But my favourite quote of all is this one, just because it’s so bizarre. The interviewer asks him how much music is enough, or too much (an odd question, but perhaps you had to be there to understand why Spangenberg asked it). Colman replies:
Well, I think that Martha’s accompanist, who died freezing to death, played too many notes. He was all over the place. God he was wonderful, but she fired him because he wore an earring to class. You know that? She said, “We can’t have you anymore if you wear that earring.” Can you imagine Martha Graham saying that? I think he played on one of her films. He’s extremely elaborate, very florid.
Perhaps I should have titled this post “remembering the pianist Martha fired” since someone who was kicked out of class for wearing an earring, by someone celebrated for pushing boundaries in, I’d always presumed, a liberal direction, deserves remembrance and a peaceful eternity.
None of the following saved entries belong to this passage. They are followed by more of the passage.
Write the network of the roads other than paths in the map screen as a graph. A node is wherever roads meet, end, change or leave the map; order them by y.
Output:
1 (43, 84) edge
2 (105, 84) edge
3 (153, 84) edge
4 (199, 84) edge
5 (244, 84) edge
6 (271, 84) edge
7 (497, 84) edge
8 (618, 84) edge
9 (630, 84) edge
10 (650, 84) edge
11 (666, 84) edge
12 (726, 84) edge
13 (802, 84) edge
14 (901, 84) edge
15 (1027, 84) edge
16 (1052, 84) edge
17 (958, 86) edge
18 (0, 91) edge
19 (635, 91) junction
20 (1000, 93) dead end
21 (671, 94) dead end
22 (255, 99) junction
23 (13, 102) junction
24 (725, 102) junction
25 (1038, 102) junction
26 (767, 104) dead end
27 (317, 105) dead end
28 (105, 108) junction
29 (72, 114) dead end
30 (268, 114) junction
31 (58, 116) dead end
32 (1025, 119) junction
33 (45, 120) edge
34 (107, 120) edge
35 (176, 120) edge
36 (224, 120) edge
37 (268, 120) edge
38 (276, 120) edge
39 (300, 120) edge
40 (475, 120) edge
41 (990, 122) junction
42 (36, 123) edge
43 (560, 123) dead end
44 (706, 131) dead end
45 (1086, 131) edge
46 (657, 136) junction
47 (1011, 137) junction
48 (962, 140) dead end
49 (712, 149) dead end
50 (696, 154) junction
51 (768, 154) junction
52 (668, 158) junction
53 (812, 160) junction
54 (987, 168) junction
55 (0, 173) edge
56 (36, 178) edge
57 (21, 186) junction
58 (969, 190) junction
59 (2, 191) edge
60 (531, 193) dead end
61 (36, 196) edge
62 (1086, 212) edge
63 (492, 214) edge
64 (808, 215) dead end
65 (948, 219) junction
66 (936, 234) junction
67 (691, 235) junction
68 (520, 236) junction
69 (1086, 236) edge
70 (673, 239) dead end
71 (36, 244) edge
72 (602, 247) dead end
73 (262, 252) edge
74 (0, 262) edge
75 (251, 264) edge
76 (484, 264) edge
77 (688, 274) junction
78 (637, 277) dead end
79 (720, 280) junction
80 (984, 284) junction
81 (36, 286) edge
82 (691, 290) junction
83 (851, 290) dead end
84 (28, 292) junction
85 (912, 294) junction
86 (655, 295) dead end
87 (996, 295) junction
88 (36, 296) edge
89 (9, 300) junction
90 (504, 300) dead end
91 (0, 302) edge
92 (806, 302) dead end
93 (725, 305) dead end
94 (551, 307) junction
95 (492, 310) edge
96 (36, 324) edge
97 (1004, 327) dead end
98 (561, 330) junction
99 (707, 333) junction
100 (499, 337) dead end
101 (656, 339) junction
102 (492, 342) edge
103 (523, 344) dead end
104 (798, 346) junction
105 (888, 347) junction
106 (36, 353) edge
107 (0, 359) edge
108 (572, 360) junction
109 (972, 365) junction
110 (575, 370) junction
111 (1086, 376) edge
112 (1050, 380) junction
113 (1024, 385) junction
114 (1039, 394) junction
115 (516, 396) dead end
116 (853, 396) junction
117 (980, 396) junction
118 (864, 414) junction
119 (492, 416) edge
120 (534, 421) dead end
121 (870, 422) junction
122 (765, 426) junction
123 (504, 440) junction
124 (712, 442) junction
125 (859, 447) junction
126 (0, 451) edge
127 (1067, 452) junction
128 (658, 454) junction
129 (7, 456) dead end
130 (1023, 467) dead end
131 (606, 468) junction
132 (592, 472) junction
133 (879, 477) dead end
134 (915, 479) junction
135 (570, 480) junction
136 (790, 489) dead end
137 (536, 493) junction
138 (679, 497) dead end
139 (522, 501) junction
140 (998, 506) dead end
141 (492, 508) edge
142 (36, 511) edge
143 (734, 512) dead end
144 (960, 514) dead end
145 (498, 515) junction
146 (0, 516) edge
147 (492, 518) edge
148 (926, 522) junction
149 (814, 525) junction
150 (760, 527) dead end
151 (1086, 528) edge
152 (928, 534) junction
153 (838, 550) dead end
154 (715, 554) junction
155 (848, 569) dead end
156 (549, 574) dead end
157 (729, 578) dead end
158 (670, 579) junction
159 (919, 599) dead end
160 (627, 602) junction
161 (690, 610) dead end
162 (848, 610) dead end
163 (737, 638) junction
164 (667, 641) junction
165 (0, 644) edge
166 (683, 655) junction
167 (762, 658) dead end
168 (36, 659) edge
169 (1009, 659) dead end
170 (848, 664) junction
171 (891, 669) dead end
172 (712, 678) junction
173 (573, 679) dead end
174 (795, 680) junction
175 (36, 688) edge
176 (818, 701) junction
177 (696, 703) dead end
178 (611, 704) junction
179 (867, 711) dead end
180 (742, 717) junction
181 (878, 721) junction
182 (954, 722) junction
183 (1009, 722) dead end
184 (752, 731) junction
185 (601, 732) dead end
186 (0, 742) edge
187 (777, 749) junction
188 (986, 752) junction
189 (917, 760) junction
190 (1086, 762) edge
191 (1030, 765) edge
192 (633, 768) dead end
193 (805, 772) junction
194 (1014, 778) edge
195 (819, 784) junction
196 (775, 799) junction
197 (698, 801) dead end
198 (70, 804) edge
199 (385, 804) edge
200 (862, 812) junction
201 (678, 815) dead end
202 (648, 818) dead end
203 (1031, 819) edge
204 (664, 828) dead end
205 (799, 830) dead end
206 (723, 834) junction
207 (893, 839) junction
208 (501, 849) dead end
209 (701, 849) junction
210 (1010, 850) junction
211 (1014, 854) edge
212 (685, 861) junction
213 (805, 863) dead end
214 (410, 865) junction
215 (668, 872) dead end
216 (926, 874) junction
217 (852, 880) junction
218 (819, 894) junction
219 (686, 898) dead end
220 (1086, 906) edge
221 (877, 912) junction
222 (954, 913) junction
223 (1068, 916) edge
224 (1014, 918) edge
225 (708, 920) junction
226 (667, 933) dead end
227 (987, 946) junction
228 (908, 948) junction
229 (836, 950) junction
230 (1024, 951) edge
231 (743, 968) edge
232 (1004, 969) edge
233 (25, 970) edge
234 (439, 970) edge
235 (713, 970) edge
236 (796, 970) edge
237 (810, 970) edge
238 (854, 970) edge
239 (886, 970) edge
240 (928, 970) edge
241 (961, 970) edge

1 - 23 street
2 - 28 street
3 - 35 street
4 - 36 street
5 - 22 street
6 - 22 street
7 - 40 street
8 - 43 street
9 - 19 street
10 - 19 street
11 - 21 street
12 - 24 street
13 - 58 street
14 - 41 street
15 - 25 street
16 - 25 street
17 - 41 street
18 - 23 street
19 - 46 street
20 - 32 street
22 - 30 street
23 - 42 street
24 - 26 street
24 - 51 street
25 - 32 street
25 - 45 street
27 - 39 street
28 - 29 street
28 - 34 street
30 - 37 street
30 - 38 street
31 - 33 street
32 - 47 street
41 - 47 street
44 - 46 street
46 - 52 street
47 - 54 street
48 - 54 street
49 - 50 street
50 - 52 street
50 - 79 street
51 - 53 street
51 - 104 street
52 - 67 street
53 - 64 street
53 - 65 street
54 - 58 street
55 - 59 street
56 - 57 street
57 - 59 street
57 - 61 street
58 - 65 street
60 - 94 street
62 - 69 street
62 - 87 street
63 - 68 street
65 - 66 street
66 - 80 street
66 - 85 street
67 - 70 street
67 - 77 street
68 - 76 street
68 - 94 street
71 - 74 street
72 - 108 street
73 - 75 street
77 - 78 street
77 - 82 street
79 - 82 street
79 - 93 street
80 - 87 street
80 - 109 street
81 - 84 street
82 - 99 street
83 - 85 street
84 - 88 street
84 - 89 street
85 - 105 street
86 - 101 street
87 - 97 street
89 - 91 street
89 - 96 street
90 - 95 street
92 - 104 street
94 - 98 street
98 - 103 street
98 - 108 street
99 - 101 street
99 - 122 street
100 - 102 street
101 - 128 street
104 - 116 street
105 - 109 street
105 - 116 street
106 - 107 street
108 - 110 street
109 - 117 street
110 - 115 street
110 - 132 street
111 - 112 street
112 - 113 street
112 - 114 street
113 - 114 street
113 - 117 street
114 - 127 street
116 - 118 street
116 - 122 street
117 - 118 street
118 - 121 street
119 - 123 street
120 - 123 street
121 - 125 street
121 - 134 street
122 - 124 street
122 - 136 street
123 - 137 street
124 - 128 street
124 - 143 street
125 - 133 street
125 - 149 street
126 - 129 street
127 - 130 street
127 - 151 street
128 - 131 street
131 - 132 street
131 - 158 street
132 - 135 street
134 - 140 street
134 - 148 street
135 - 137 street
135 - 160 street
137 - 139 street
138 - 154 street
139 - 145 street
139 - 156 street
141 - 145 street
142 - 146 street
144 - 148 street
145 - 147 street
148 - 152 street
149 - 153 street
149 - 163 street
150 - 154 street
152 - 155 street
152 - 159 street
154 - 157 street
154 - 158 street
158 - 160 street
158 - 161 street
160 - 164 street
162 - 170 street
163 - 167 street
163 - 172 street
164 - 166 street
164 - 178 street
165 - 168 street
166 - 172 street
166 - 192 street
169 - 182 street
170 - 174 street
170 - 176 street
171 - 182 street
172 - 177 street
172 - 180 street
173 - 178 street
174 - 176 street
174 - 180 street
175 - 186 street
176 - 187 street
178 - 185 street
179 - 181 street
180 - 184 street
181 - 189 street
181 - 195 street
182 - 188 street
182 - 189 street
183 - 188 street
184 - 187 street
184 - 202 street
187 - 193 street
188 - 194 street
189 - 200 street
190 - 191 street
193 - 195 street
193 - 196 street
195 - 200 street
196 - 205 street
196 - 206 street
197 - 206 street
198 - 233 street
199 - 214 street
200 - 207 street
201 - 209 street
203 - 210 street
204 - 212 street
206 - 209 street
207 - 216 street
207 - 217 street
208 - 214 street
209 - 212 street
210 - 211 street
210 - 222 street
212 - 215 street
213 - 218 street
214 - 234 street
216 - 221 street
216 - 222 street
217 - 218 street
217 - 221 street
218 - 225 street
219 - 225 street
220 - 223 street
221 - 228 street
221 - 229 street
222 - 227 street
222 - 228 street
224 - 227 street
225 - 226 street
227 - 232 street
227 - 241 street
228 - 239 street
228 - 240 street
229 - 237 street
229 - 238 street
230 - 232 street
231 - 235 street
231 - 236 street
I’m presuming the pianist wasn’t Louis Horst, but I’d be grateful for any more information on this nearly-forgotten major event of dance history.
truly interesting–i can feel colman’s reactionary complaint (and it is reactionary: as ballet pianists we all suffered in the 70’s and 80’s from modern dance’s hatred of ballet class music…except from merce cunningham who welcomed everybody for class, at least, and that’s where i started, with margaret jenkins, san francisco, 1976)–i would say to colman about the ballet class waltz: for modern class try to play something that mimics how un-ballet what the students are doing is…and if you can’t play something like it then admit that it’s you who can’t, and not they who should be doing something other than the combination–in the meantime, modern class itself has become as outdated as ballet class piano accompaniment…jazz class will forever be happening, and ballet class will forever endure: ballet class is the scales and arpeggios of training the body to dance jazz as well as ballet–and, crucially: every dancer likes or at least knows ballet class–but every modern class has to search among dancers to find likers, find people to come take class, every modern class has to try to sell a brand, a guru–ballet class is truly forever; you sign in for class, you know what you’re going to do, and that’s why you came… ballet class piano accompanists not so much
Regarding the waltz comment, Colman’s point was that regardless of the fact that it was a modern class, the combination was a waltz, plain and simple. Colman could have played in a modern style probably better than most.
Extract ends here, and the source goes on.